What to do:
From the entries that follow, gather each line holding the word "Nhật".
[[ Data supplied open ]]
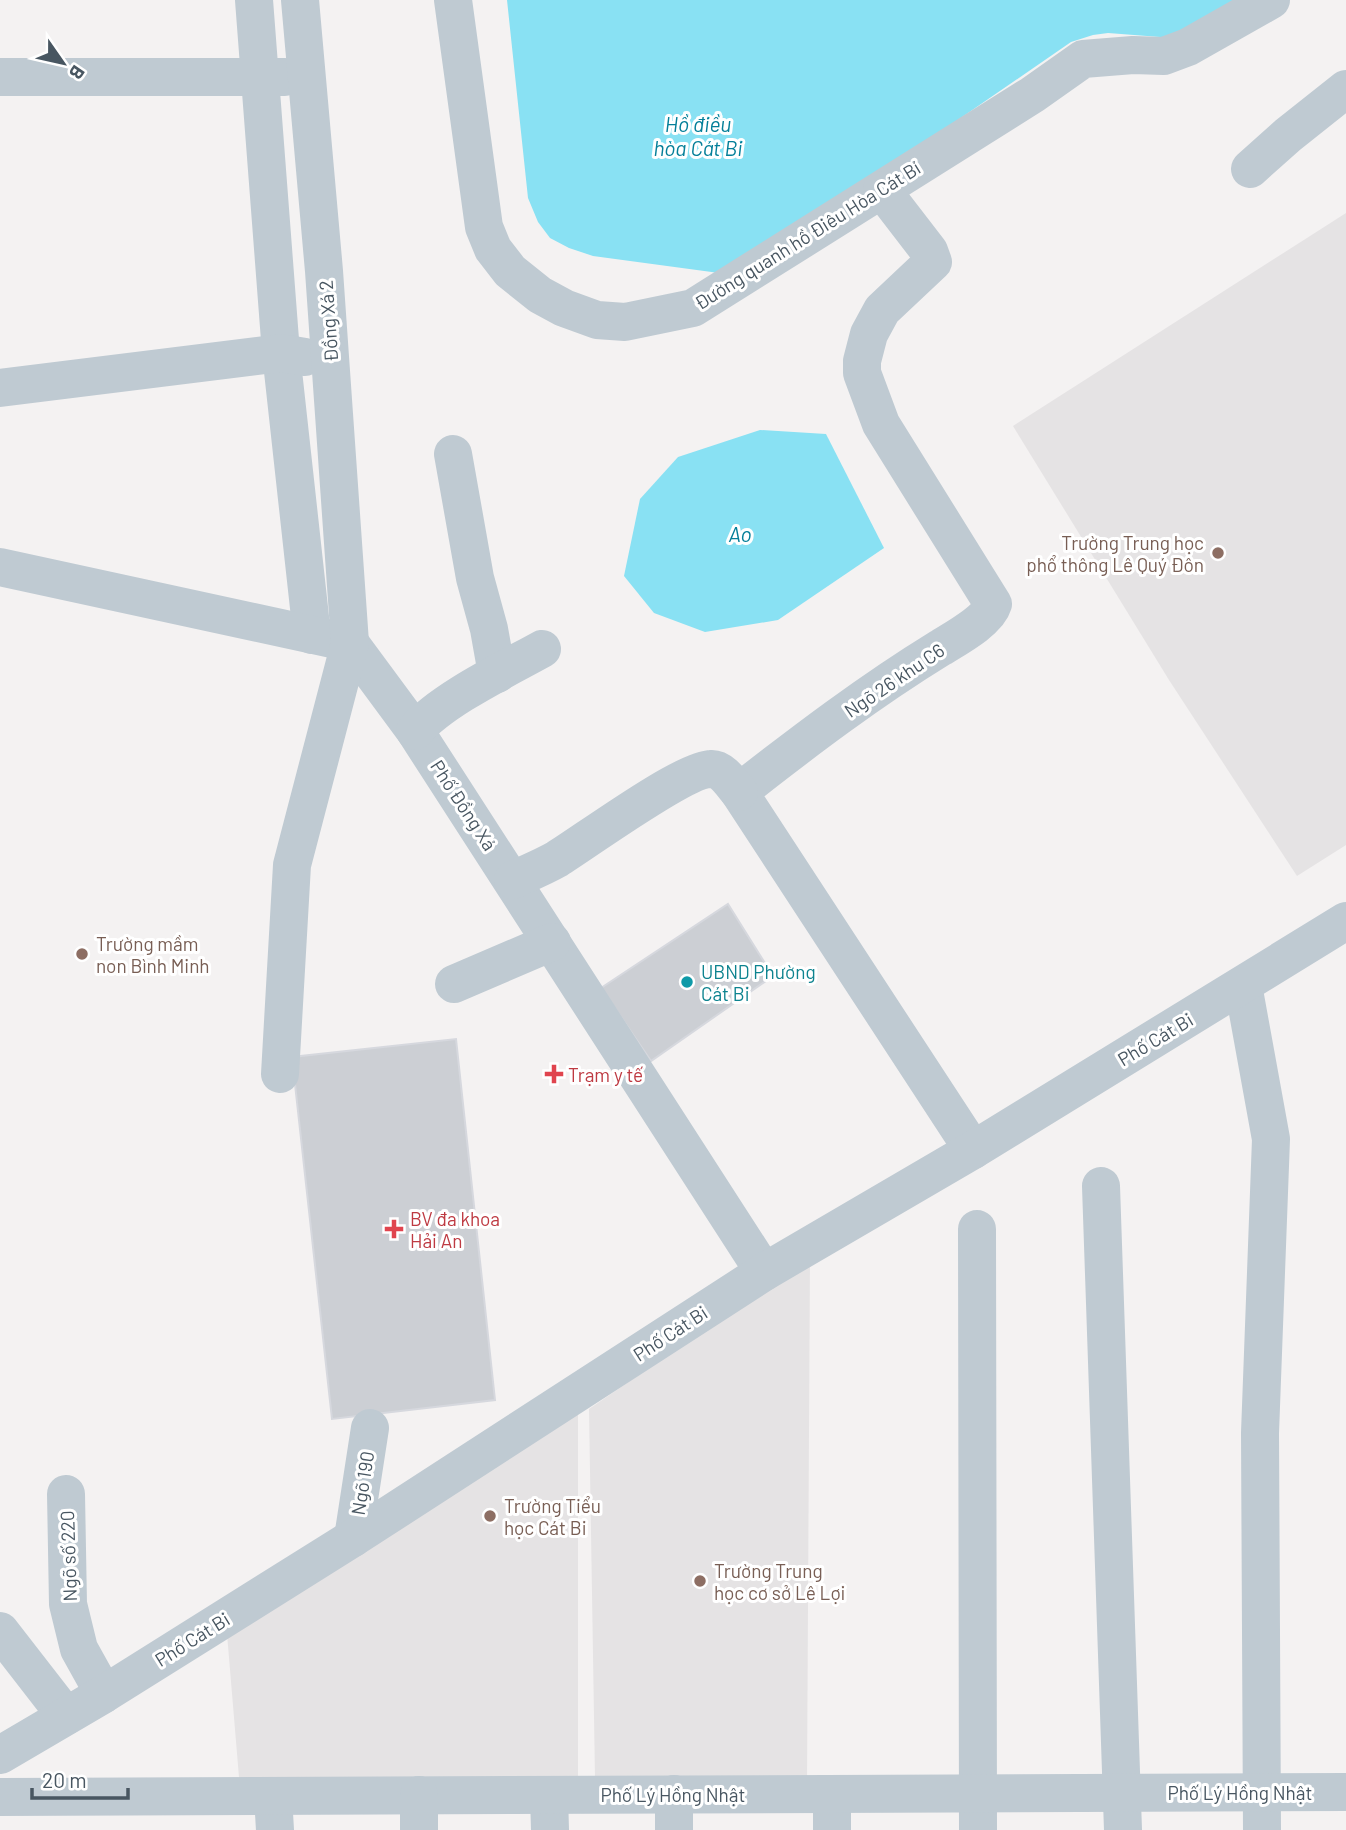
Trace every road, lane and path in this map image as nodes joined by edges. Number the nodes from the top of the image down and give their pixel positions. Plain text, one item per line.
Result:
1 (254, 0) edge
2 (300, 0) edge
3 (453, 0) edge
4 (1271, 0) edge
5 (0, 77) edge
6 (306, 77) junction
7 (260, 78) junction
8 (1346, 89) edge
9 (1250, 169) dead end
10 (882, 190) junction
11 (281, 353) junction
12 (331, 362) junction
13 (0, 388) edge
14 (453, 454) dead end
15 (0, 567) edge
16 (312, 635) junction
17 (350, 643) junction
18 (542, 649) dead end
19 (497, 674) junction
20 (415, 731) junction
21 (739, 792) junction
22 (513, 880) junction
23 (1346, 921) edge
24 (552, 942) junction
25 (454, 984) dead end
26 (1243, 985) junction
27 (279, 1074) dead end
28 (973, 1150) junction
29 (1101, 1186) dead end
30 (977, 1229) dead end
31 (764, 1272) junction
32 (370, 1428) dead end
33 (66, 1494) dead end
34 (354, 1538) junction
35 (0, 1631) edge
36 (104, 1694) junction
37 (66, 1716) junction
38 (0, 1755) edge
39 (1346, 1791) edge
40 (1260, 1792) junction
41 (1122, 1793) junction
42 (0, 1797) edge
43 (978, 1811) edge
44 (419, 1812) edge
45 (550, 1812) edge
46 (674, 1812) edge
47 (832, 1812) edge
48 (274, 1813) edge
49 (1123, 1830) edge
50 (1262, 1830) edge

1 - 7 street
2 - 6 street, Đồng Xá 2
3 - 10 street, Đường quanh hồ Điêu Hòa Cát Bí
4 - 10 street, Đường quanh hồ Điêu Hòa Cát Bí
5 - 7 street
6 - 7 street
6 - 12 street, Đồng Xá 2
7 - 11 street
8 - 9 street
10 - 21 street, Ngõ 26 khu C6
11 - 12 street
11 - 13 street
11 - 16 street
12 - 17 street, Đồng Xá 2
14 - 19 street
15 - 16 street
16 - 17 street
17 - 20 street, Phố Đồng Xá
17 - 27 street
18 - 19 street
19 - 20 street
20 - 22 street, Phố Đồng Xá
21 - 22 street
21 - 28 street
22 - 24 street, Phố Đồng Xá
23 - 26 street, Phố Cát Bi
24 - 25 street
24 - 31 street, Phố Đồng Xá
26 - 28 street, Phố Cát Bi
26 - 40 street
28 - 31 street, Phố Cát Bi
29 - 41 street
30 - 43 street
31 - 34 street, Phố Cát Bi
32 - 34 street, Ngõ 190
33 - 36 street, Ngõ số 220
34 - 36 street, Phố Cát Bi
35 - 37 street
36 - 37 street, Phố Cát Bi
37 - 38 street, Phố Cát Bi
39 - 40 street, Phố Lý Hồng Nhật
40 - 41 street, Phố Lý Hồng Nhật
40 - 50 street
41 - 43 street, Phố Lý Hồng Nhật
41 - 49 street
42 - 48 street, Phố Lý Hồng Nhật
43 - 47 street, Phố Lý Hồng Nhật
44 - 45 street, Phố Lý Hồng Nhật
44 - 48 street, Phố Lý Hồng Nhật
45 - 46 street, Phố Lý Hồng Nhật
46 - 47 street, Phố Lý Hồng Nhật

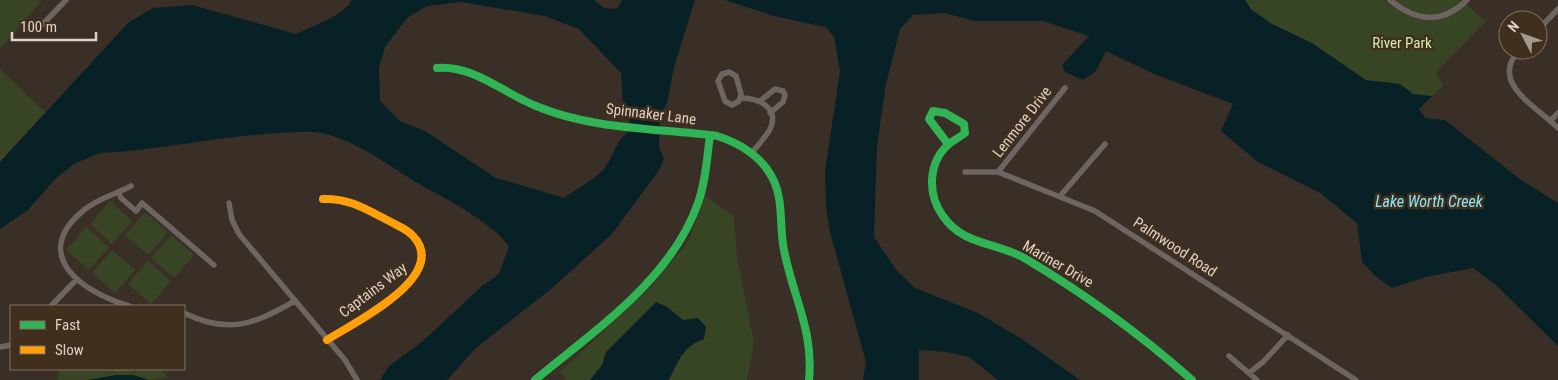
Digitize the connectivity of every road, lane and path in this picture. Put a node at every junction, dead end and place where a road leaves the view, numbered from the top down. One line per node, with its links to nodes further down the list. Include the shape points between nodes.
1 (66, 0): 6 (street)
2 (1390, 0): 3 (street, via 1405,12 1432,19 1460,8)
3 (1467, 0)
4 (1558, 9): 5 (street)
5 (1548, 20)
6 (42, 24)
7 (1512, 60): 14 (street, via 1507,73 1509,80)
8 (437, 68): 16 (street, Spinnaker Lane, via 458,68 552,112 584,120)
9 (1066, 88): 21 (street, Lenmore Drive)
10 (741, 98): 10 (street, via 736,104 725,101 718,81 722,74 729,72 736,76); 11 (street)
11 (760, 100): 12 (street); 12 (street, via 775,89 783,91 785,99)
12 (770, 113): 19 (street, via 772,123 769,131)
13 (1558, 113): 14 (street)
14 (1550, 120): 15 (street)
15 (1558, 128)
16 (710, 135): 19 (street); 38 (street, Spinnaker Lane, via 697,203 674,250 640,288)
17 (948, 144): 17 (street, Mariner Drive, via 965,132 964,124 938,110 932,111 929,119); 40 (street, Mariner Drive, via 937,157 931,175 935,201 944,220 958,233 1010,252 1094,301 1136,331)
18 (1105, 144): 24 (street)
19 (752, 153): 39 (street, via 772,179 780,201 784,251 810,334)
20 (965, 172): 21 (street, Palmwood Road)
21 (998, 172): 24 (street, Palmwood Road)
22 (131, 186): 23 (street)
23 (118, 193): 27 (street, via 136,210 142,204); 28 (street, via 85,209 63,234 60,246 62,259)
24 (1061, 195): 33 (street, Palmwood Road, via 1095,211)
25 (323, 199): 34 (street, Captains Way, via 339,197 352,200 408,231 419,243 422,258 413,279 361,319)
26 (229, 203): 29 (street, via 232,220 240,234)
27 (214, 265)
28 (76, 280): 30 (street); 31 (street)
29 (295, 301): 32 (street, via 243,325 212,324); 34 (street)
30 (52, 305)
31 (127, 305)
32 (185, 313)
33 (1288, 335): 36 (street); 42 (street, Palmwood Road)
34 (327, 340): 37 (street, via 345,360)
35 (1229, 356): 36 (street)
36 (1249, 372): 41 (street)
37 (356, 380)
38 (535, 380)
39 (809, 380)
40 (1192, 380)
41 (1257, 380)
42 (1356, 380)

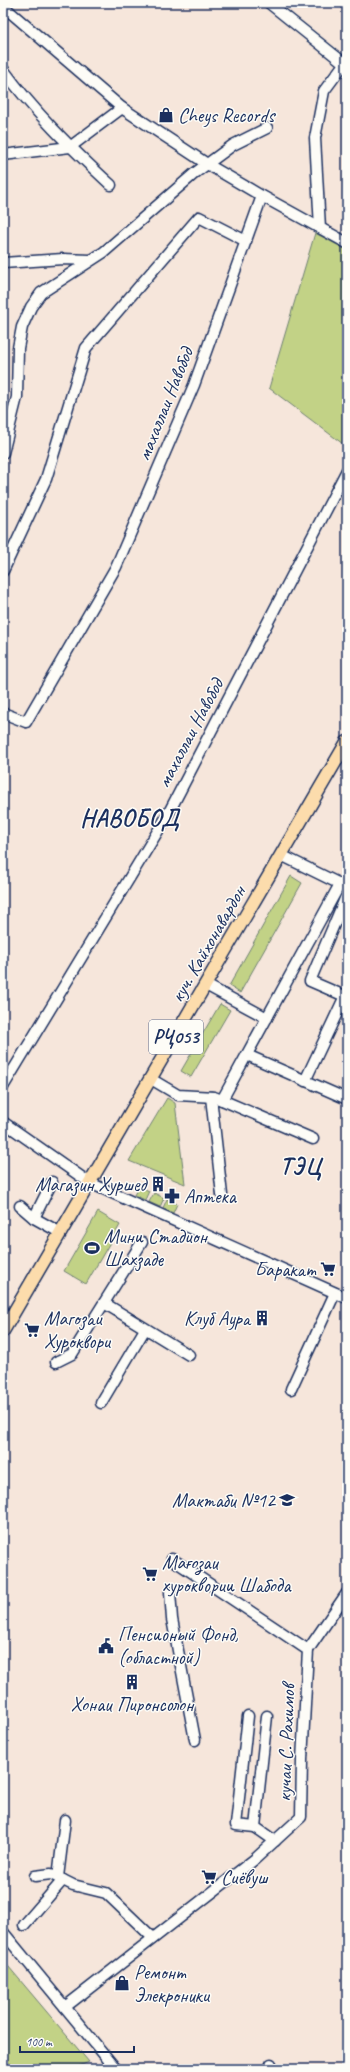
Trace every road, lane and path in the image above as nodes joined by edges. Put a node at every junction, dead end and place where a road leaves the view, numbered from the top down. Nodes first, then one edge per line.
1 (269, 3) edge
2 (3, 6) edge
3 (346, 62) edge
4 (3, 69) edge
5 (122, 108) junction
6 (267, 128) dead end
7 (70, 147) junction
8 (3, 155) edge
9 (207, 164) junction
10 (111, 185) dead end
11 (264, 197) junction
12 (320, 228) junction
13 (246, 241) junction
14 (347, 244) edge
15 (90, 260) junction
16 (3, 263) edge
17 (3, 453) edge
18 (347, 470) edge
19 (3, 571) edge
20 (3, 713) edge
21 (347, 742) edge
22 (281, 855) junction
23 (343, 886) edge
24 (347, 894) edge
25 (206, 985) junction
26 (346, 996) edge
27 (267, 1018) junction
28 (247, 1055) junction
29 (151, 1079) junction
30 (305, 1081) junction
31 (3, 1087) edge
32 (211, 1097) junction
33 (347, 1099) edge
34 (222, 1100) junction
35 (3, 1122) edge
36 (313, 1139) dead end
37 (52, 1182) dead end
38 (90, 1183) junction
39 (222, 1195) dead end
40 (20, 1206) dead end
41 (34, 1218) junction
42 (61, 1233) junction
43 (142, 1242) dead end
44 (335, 1293) junction
45 (347, 1298) edge
46 (104, 1303) junction
47 (145, 1329) junction
48 (3, 1331) edge
49 (189, 1355) dead end
50 (56, 1362) dead end
51 (291, 1389) dead end
52 (101, 1403) dead end
53 (172, 1559) dead end
54 (170, 1592) dead end
55 (347, 1593) edge
56 (308, 1650) junction
57 (248, 1716) dead end
58 (267, 1716) dead end
59 (195, 1740) dead end
60 (65, 1820) dead end
61 (255, 1827) junction
62 (275, 1841) junction
63 (35, 1876) dead end
64 (61, 1879) junction
65 (24, 1925) dead end
66 (3, 1932) edge
67 (153, 1938) junction
68 (65, 2007) junction
69 (116, 2069) edge

1 - 3 street
2 - 5 street
3 - 12 street
4 - 7 street
5 - 7 street
5 - 9 street
6 - 9 street
7 - 8 street
7 - 10 street
9 - 11 street
9 - 15 street
11 - 12 street
11 - 13 street, махаллаи Навобод
12 - 14 street
13 - 19 street
13 - 20 street, махаллаи Навобод
15 - 16 street
15 - 17 street
18 - 31 street, махаллаи Навобод
21 - 22 main road, куч. Кайхонавардон / РҶ053
22 - 23 street
22 - 25 main road, куч. Кайхонавардон / РҶ053
23 - 27 street
24 - 26 street
25 - 27 street
25 - 29 main road, куч. Кайхонавардон / РҶ053
26 - 30 street
27 - 28 street
28 - 30 street
28 - 34 street
29 - 32 street
29 - 38 main road, куч. Кайхонавардон / РҶ053
30 - 33 street
32 - 34 street
32 - 39 street
34 - 36 street
35 - 38 street
37 - 41 street
38 - 42 main road, куч. Кайхонавардон / РҶ053
38 - 44 street
40 - 41 street
41 - 42 street
42 - 48 main road, куч. Кайхонавардон / РҶ053
43 - 46 street
44 - 45 street
44 - 51 street
46 - 47 street
46 - 50 street
47 - 49 street
47 - 52 street
53 - 56 street
54 - 59 street
55 - 56 street
56 - 62 street, кучаи С. Рахимов
57 - 61 street
58 - 61 street
60 - 64 street
61 - 62 street
62 - 67 street, кучаи С. Рахимов
63 - 64 street
64 - 65 street
64 - 67 street
66 - 68 street
67 - 68 street, кучаи С. Рахимов
68 - 69 street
[[ Data supplied closed ]]
Your response:
39 - 40 street, Phố Lý Hồng Nhật
40 - 41 street, Phố Lý Hồng Nhật
41 - 43 street, Phố Lý Hồng Nhật
42 - 48 street, Phố Lý Hồng Nhật
43 - 47 street, Phố Lý Hồng Nhật
44 - 45 street, Phố Lý Hồng Nhật
44 - 48 street, Phố Lý Hồng Nhật
45 - 46 street, Phố Lý Hồng Nhật
46 - 47 street, Phố Lý Hồng Nhật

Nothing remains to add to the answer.